Le Maroc a rappelé, mardi lors d’une session du Conseil de paix et de sécurité de l’Union africaine (CPS-UA), sa volonté ferme de voir aboutir une issue négociée à la crise qui traverse la Libye.
L’ambassadeur Mohamed Arrouchi, représentant permanent du Royaume auprès de l’Union africaine et de la Commission économique pour l’Afrique, a exprimé le soutien de Rabat aux tentatives de réconciliation nationale et aux dialogues inter-libyens. L’objectif est de renforcer les progrès accomplis et de dégager un accord entre les diverses factions.
Il a rappelé que l’accord de Skhirat, signé le 17 décembre 2015 dans le cadre du processus de réconciliation piloté par les Nations unies, demeure une base fondamentale et crédible pour parvenir à une solution politique durable en Libye. Le diplomate a insisté sur la nécessité de préserver l’unité, la souveraineté et l’intégrité territoriale du pays, conditions essentielles à la stabilité.

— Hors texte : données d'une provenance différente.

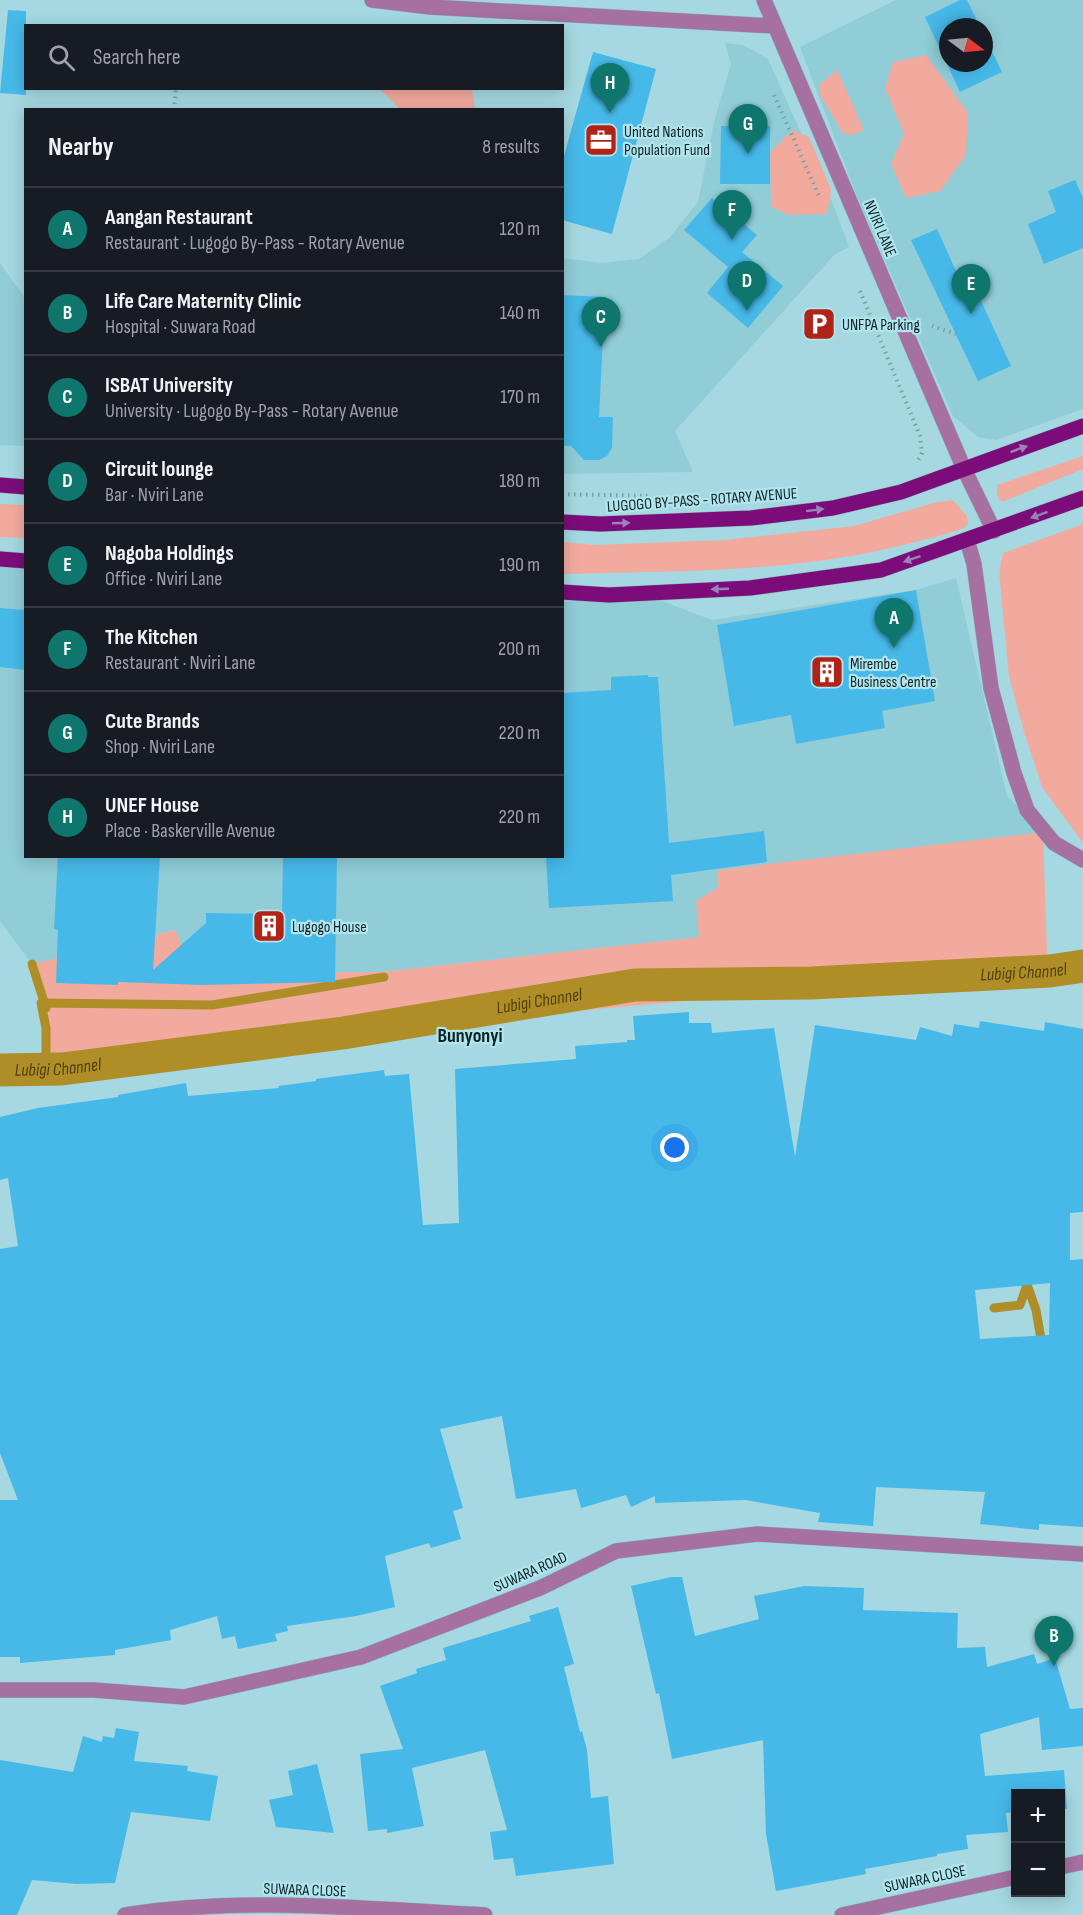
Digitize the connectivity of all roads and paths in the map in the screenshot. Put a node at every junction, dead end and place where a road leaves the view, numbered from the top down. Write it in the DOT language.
graph roads {
  1 [pos="372,0"];
  2 [pos="764,0"];
  3 [pos="775,26"];
  4 [pos="176,90"];
  5 [pos="774,95"];
  6 [pos="174,108"];
  7 [pos="820,197"];
  8 [pos="856,282"];
  9 [pos="932,326"];
  10 [pos="956,334"];
  11 [pos="1083,426"];
  12 [pos="910,468"];
  13 [pos="964,469"];
  14 [pos="0,485"];
  15 [pos="24,487"];
  16 [pos="564,494"];
  17 [pos="662,496"];
  18 [pos="1083,498"];
  19 [pos="564,522"];
  20 [pos="994,531"];
  21 [pos="967,540"];
  22 [pos="0,560"];
  23 [pos="24,561"];
  24 [pos="564,592"];
  25 [pos="1083,860"];
  26 [pos="1083,1554"];
  27 [pos="0,1690"];
  28 [pos="1083,1862"];
  29 [pos="1065,1866"];
  30 [pos="1011,1878"];
  31 [pos="125,1915"];
  32 [pos="485,1915"];
  33 [pos="842,1915"];
  1 -- 3 [label="street"];
  2 -- 3 [label="street, NVIRI LANE"];
  3 -- 13 [label="street, NVIRI LANE"];
  4 -- 6 [label="path"];
  5 -- 7 [label="path"];
  8 -- 12 [label="path"];
  9 -- 10 [label="path"];
  13 -- 11 [label="main road, LUGOGO BY-PASS - ROTARY AVENUE, one-way"];
  19 -- 13 [label="main road, LUGOGO BY-PASS - ROTARY AVENUE, one-way"];
  13 -- 20 [label="street, NVIRI LANE"];
  14 -- 15 [label="main road"];
  16 -- 17 [label="path"];
  18 -- 20 [label="main road, one-way"];
  20 -- 21 [label="main road"];
  21 -- 24 [label="main road, one-way"];
  21 -- 25 [label="street"];
  22 -- 23 [label="main road"];
  26 -- 27 [label="street, SUWARA ROAD"];
  28 -- 29 [label="street"];
  30 -- 33 [label="street, SUWARA CLOSE"];
  31 -- 32 [label="street, SUWARA CLOSE"];
}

Le Maroc, sous l’impulsion du roi Mohammed VI, salue les efforts continus de l’Union africaine pour promouvoir la paix et la sécurité sur le continent, en particulier les actions visant à favoriser un règlement politique de la crise libyenne, a ajouté M. Arrouchi.
L’ambassadeur a également mentionné les rencontres qui se sont tenues à Tripoli et à Zenten, débouchant le 7 janvier 2026 sur un accord entre des représentants du gouvernement d’union nationale et de l’administration de l’Est.
Il a souligné le rôle constant du Maroc dans l’accompagnement du processus politique libyen, en rapprochant les positions des différentes parties, qui font confiance au Royaume. Ces démarches respectent le droit international, les clauses de l’accord de Skhirat et les accords de Bouznika, dans le but de promouvoir une solution libyo-libyenne satisfaisante pour tous. Le Maroc appelle à poursuivre les efforts en faveur d’une résolution politique, en écartant toute option militaire.